## [WHAT NEEDS TO BE DONE]
Every line in the data below has to be repeated exactly; no picture belongs in the result.

## [RECORD EXTRACTS]
──────────────────────────────

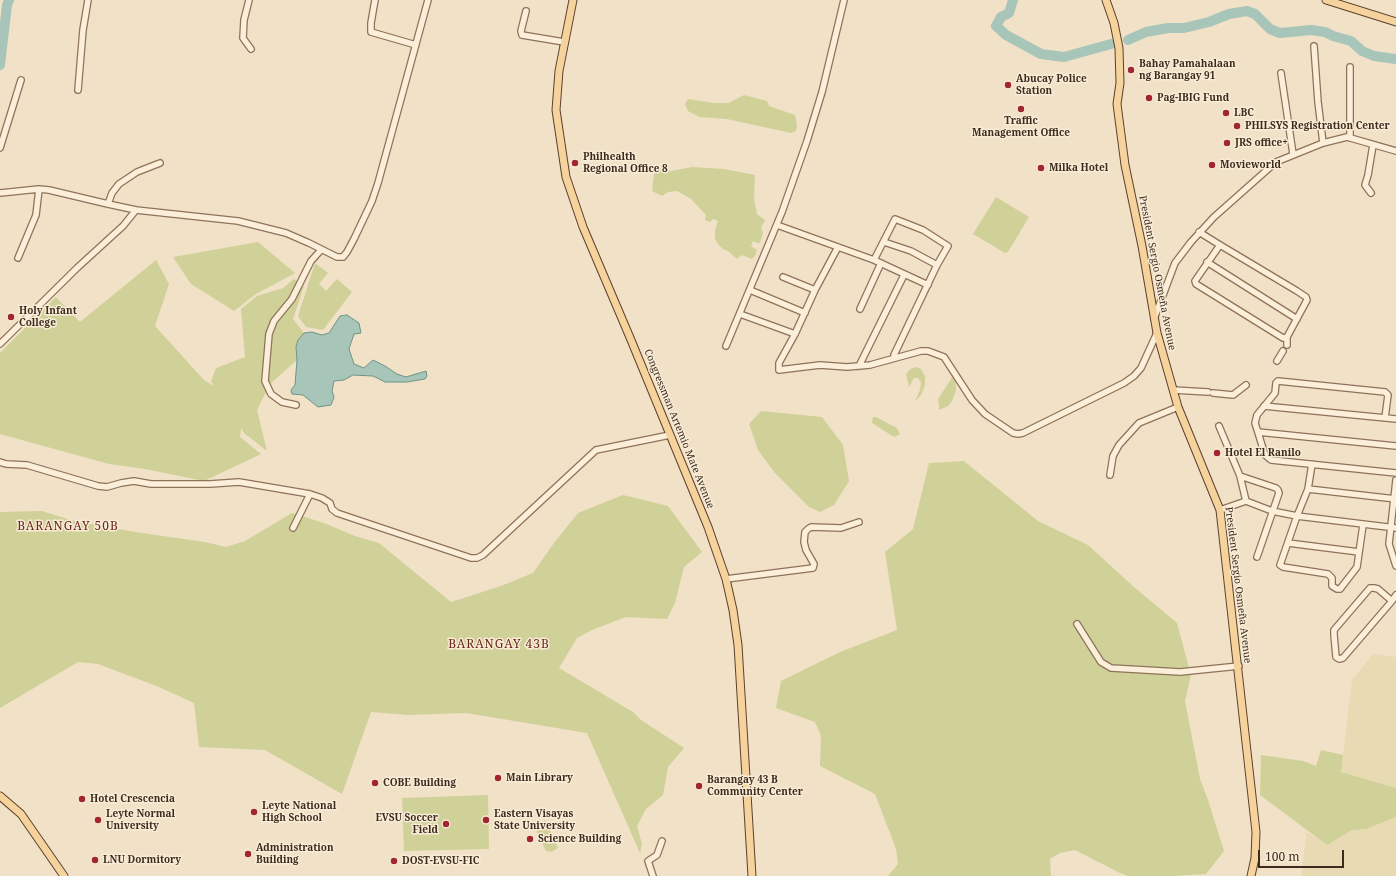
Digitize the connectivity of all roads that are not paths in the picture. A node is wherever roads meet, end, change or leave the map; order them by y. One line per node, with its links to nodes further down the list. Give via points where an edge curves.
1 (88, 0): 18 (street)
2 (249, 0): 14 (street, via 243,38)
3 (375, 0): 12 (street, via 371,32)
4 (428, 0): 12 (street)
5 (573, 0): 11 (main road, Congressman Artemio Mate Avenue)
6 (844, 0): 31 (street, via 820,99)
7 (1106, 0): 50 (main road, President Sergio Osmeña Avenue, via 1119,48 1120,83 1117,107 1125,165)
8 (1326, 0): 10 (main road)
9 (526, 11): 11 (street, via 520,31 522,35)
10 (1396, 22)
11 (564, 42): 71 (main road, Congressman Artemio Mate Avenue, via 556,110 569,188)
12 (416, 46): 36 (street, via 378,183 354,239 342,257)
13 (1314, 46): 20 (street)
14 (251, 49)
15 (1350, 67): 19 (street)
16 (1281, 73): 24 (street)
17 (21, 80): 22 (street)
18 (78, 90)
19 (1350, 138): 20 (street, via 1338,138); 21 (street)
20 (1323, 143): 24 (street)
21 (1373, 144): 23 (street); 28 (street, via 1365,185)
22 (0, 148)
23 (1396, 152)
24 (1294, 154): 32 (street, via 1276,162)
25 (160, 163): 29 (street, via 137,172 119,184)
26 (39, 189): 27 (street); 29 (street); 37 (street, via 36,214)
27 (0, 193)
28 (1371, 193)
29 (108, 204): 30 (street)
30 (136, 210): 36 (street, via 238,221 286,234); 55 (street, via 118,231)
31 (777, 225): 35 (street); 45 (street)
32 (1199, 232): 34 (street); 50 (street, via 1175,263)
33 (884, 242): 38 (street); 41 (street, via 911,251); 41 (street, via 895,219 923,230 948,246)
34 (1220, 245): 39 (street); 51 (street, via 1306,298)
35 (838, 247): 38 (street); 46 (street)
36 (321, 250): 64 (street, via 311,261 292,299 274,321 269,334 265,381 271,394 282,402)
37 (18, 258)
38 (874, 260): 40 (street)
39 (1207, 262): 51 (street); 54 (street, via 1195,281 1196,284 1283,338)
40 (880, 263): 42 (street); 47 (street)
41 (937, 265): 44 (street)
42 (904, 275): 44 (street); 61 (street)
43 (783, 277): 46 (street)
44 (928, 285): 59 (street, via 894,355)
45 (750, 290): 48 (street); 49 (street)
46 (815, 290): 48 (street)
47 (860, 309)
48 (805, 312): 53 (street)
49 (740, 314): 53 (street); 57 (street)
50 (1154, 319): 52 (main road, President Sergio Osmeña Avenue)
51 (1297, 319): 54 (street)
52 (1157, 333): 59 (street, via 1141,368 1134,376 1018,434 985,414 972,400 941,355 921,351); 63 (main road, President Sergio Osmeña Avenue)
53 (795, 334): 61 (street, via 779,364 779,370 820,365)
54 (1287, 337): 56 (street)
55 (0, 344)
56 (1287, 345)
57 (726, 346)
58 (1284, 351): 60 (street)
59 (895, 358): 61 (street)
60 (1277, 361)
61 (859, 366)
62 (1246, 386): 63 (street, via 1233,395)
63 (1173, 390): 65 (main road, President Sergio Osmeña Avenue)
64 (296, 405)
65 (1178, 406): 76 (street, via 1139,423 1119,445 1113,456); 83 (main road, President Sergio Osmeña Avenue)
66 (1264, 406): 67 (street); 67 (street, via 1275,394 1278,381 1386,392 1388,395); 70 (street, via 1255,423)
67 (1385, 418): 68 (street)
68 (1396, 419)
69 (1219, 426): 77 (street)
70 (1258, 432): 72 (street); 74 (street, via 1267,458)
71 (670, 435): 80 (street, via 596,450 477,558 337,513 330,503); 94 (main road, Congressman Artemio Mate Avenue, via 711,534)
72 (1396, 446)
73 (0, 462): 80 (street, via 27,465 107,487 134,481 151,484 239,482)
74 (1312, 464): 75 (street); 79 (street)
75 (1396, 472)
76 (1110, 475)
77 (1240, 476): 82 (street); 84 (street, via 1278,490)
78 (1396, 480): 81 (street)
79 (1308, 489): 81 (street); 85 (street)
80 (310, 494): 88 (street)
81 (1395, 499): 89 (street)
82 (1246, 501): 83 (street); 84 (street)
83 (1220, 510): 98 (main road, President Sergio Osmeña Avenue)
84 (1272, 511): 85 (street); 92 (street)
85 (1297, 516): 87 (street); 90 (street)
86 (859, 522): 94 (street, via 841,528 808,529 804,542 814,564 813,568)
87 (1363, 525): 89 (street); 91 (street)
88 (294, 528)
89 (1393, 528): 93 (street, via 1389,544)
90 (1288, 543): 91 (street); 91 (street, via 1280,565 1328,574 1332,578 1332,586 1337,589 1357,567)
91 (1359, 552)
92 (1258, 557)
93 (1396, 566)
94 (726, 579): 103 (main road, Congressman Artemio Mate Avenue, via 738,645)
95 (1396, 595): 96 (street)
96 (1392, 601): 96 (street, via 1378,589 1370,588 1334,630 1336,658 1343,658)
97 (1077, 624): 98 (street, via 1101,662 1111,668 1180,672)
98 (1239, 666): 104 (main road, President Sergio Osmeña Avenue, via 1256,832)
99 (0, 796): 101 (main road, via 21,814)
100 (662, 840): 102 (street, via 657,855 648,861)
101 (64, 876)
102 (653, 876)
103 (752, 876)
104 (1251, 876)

──────────────────────────────

## [TASK OUTPUT]
Digitize the connectivity of all roads that are not paths in the picture. A node is wherever roads meet, end, change or leave the map; order them by y. One line per node, with its links to nodes further down the list. Give via points where an edge curves.
1 (88, 0): 18 (street)
2 (249, 0): 14 (street, via 243,38)
3 (375, 0): 12 (street, via 371,32)
4 (428, 0): 12 (street)
5 (573, 0): 11 (main road, Congressman Artemio Mate Avenue)
6 (844, 0): 31 (street, via 820,99)
7 (1106, 0): 50 (main road, President Sergio Osmeña Avenue, via 1119,48 1120,83 1117,107 1125,165)
8 (1326, 0): 10 (main road)
9 (526, 11): 11 (street, via 520,31 522,35)
10 (1396, 22)
11 (564, 42): 71 (main road, Congressman Artemio Mate Avenue, via 556,110 569,188)
12 (416, 46): 36 (street, via 378,183 354,239 342,257)
13 (1314, 46): 20 (street)
14 (251, 49)
15 (1350, 67): 19 (street)
16 (1281, 73): 24 (street)
17 (21, 80): 22 (street)
18 (78, 90)
19 (1350, 138): 20 (street, via 1338,138); 21 (street)
20 (1323, 143): 24 (street)
21 (1373, 144): 23 (street); 28 (street, via 1365,185)
22 (0, 148)
23 (1396, 152)
24 (1294, 154): 32 (street, via 1276,162)
25 (160, 163): 29 (street, via 137,172 119,184)
26 (39, 189): 27 (street); 29 (street); 37 (street, via 36,214)
27 (0, 193)
28 (1371, 193)
29 (108, 204): 30 (street)
30 (136, 210): 36 (street, via 238,221 286,234); 55 (street, via 118,231)
31 (777, 225): 35 (street); 45 (street)
32 (1199, 232): 34 (street); 50 (street, via 1175,263)
33 (884, 242): 38 (street); 41 (street, via 911,251); 41 (street, via 895,219 923,230 948,246)
34 (1220, 245): 39 (street); 51 (street, via 1306,298)
35 (838, 247): 38 (street); 46 (street)
36 (321, 250): 64 (street, via 311,261 292,299 274,321 269,334 265,381 271,394 282,402)
37 (18, 258)
38 (874, 260): 40 (street)
39 (1207, 262): 51 (street); 54 (street, via 1195,281 1196,284 1283,338)
40 (880, 263): 42 (street); 47 (street)
41 (937, 265): 44 (street)
42 (904, 275): 44 (street); 61 (street)
43 (783, 277): 46 (street)
44 (928, 285): 59 (street, via 894,355)
45 (750, 290): 48 (street); 49 (street)
46 (815, 290): 48 (street)
47 (860, 309)
48 (805, 312): 53 (street)
49 (740, 314): 53 (street); 57 (street)
50 (1154, 319): 52 (main road, President Sergio Osmeña Avenue)
51 (1297, 319): 54 (street)
52 (1157, 333): 59 (street, via 1141,368 1134,376 1018,434 985,414 972,400 941,355 921,351); 63 (main road, President Sergio Osmeña Avenue)
53 (795, 334): 61 (street, via 779,364 779,370 820,365)
54 (1287, 337): 56 (street)
55 (0, 344)
56 (1287, 345)
57 (726, 346)
58 (1284, 351): 60 (street)
59 (895, 358): 61 (street)
60 (1277, 361)
61 (859, 366)
62 (1246, 386): 63 (street, via 1233,395)
63 (1173, 390): 65 (main road, President Sergio Osmeña Avenue)
64 (296, 405)
65 (1178, 406): 76 (street, via 1139,423 1119,445 1113,456); 83 (main road, President Sergio Osmeña Avenue)
66 (1264, 406): 67 (street); 67 (street, via 1275,394 1278,381 1386,392 1388,395); 70 (street, via 1255,423)
67 (1385, 418): 68 (street)
68 (1396, 419)
69 (1219, 426): 77 (street)
70 (1258, 432): 72 (street); 74 (street, via 1267,458)
71 (670, 435): 80 (street, via 596,450 477,558 337,513 330,503); 94 (main road, Congressman Artemio Mate Avenue, via 711,534)
72 (1396, 446)
73 (0, 462): 80 (street, via 27,465 107,487 134,481 151,484 239,482)
74 (1312, 464): 75 (street); 79 (street)
75 (1396, 472)
76 (1110, 475)
77 (1240, 476): 82 (street); 84 (street, via 1278,490)
78 (1396, 480): 81 (street)
79 (1308, 489): 81 (street); 85 (street)
80 (310, 494): 88 (street)
81 (1395, 499): 89 (street)
82 (1246, 501): 83 (street); 84 (street)
83 (1220, 510): 98 (main road, President Sergio Osmeña Avenue)
84 (1272, 511): 85 (street); 92 (street)
85 (1297, 516): 87 (street); 90 (street)
86 (859, 522): 94 (street, via 841,528 808,529 804,542 814,564 813,568)
87 (1363, 525): 89 (street); 91 (street)
88 (294, 528)
89 (1393, 528): 93 (street, via 1389,544)
90 (1288, 543): 91 (street); 91 (street, via 1280,565 1328,574 1332,578 1332,586 1337,589 1357,567)
91 (1359, 552)
92 (1258, 557)
93 (1396, 566)
94 (726, 579): 103 (main road, Congressman Artemio Mate Avenue, via 738,645)
95 (1396, 595): 96 (street)
96 (1392, 601): 96 (street, via 1378,589 1370,588 1334,630 1336,658 1343,658)
97 (1077, 624): 98 (street, via 1101,662 1111,668 1180,672)
98 (1239, 666): 104 (main road, President Sergio Osmeña Avenue, via 1256,832)
99 (0, 796): 101 (main road, via 21,814)
100 (662, 840): 102 (street, via 657,855 648,861)
101 (64, 876)
102 (653, 876)
103 (752, 876)
104 (1251, 876)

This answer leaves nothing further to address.